Justin Jefferson and the Minnesota Vikings are continuing their beautiful relationship. The team announced a contract extension for Jefferson on Monday, and it’s a whopper of a deal. According to NFL Network’s Ian Rapoport and Tom Pelissero, Jefferson and the Vikings have agreed to a ‘mammoth’ contract extension worth $140 million over four years.
The 24-year-old will be making $35 million a year, with $110 million of that $140 million reportedly guaranteed. According to ESPN’s Adam Schefter, the deal includes $88.743 million due at signing.

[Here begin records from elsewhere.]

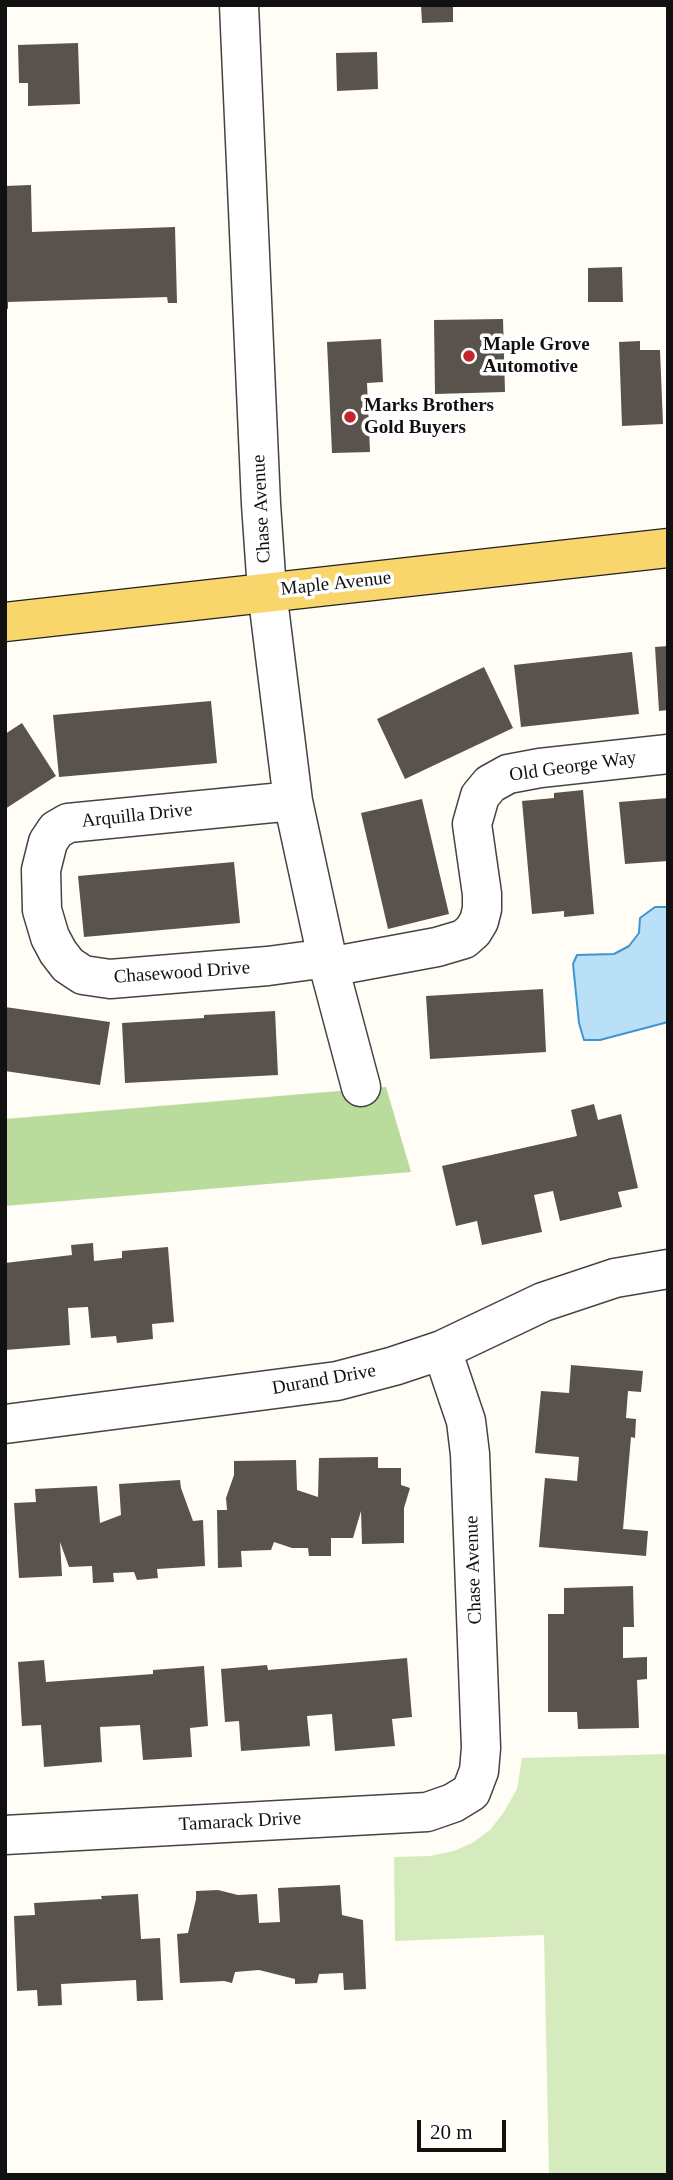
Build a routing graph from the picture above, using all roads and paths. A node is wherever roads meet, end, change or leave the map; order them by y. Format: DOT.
graph roads {
  1 [pos="239,5"];
  2 [pos="668,548"];
  3 [pos="267,592"];
  4 [pos="5,622"];
  5 [pos="668,754"];
  6 [pos="293,801"];
  7 [pos="42,900"];
  8 [pos="328,962"];
  9 [pos="361,1087"];
  10 [pos="668,1269"];
  11 [pos="442,1350"];
  12 [pos="5,1424"];
  13 [pos="471,1791"];
  14 [pos="5,1835"];
  1 -- 3 [label="street, Chase Avenue"];
  2 -- 3 [label="main road, Maple Avenue"];
  3 -- 4 [label="main road, Maple Avenue"];
  3 -- 6 [label="street, Chase Avenue"];
  5 -- 8 [label="street, Old George Way"];
  6 -- 7 [label="street, Arquilla Drive"];
  6 -- 8 [label="street, Chase Avenue"];
  7 -- 8 [label="street, Chasewood Drive"];
  8 -- 9 [label="street, Chase Avenue"];
  10 -- 11 [label="street, Durand Drive"];
  11 -- 12 [label="street, Durand Drive"];
  11 -- 13 [label="street, Chase Avenue"];
  13 -- 14 [label="street, Tamarack Drive"];
}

Those numbers don’t just make Jefferson a rich man. They make him the highest-paid non-quarterback in the NFL. His new salary beats out other recent wide receiver deals, like those signed by Amon-Ra St. Brown and A.J. Brown earlier this offseason, and it also beats the massive deal the San Francisco 49ers gave to DL Nick Bosa last year. Bosa makes approximately $34 million a year, but now Jefferson has topped him by over a million dollars.
Jefferson posted his own announcement of the deal on Instagram, using the time not just to thank God and his family, but to call out his doubters for motivating him to be the best.
Jefferson staying put in Minnesota has Vikings fans breathing a sigh of relief. They just lost QB Kirk Cousins to the Atlanta Falcons in free agency and will be rolling with veteran journeyman Sam Darnold under center while their first-round draft pick, J.J. McCarthy, gets ready to take over the job. It’s a time of great change for the Vikings, and when the offseason stretched into late May without a long term deal to retain their star wideout, people began wondering what was taking so long.
But the time for wondering is over. The Vikings get to keep their history-making WR. Since he was drafted with the 22nd overall pick in 2020, he’s caught 392 passes for 5,899 yards, making him one of just five players in NFL history with 5,000-plus receiving yards in his first four seasons. Over those four seasons he is averaging an NFL-record 98.3 yards per game.
He won offensive player of the year in 2022, but a hamstring injury hampered his performance in 2023. He was limited to just 10 games, but still managed to average 107.4 yards per game. He should be fully healthy for Vikings OTAs, which begin Tuesday.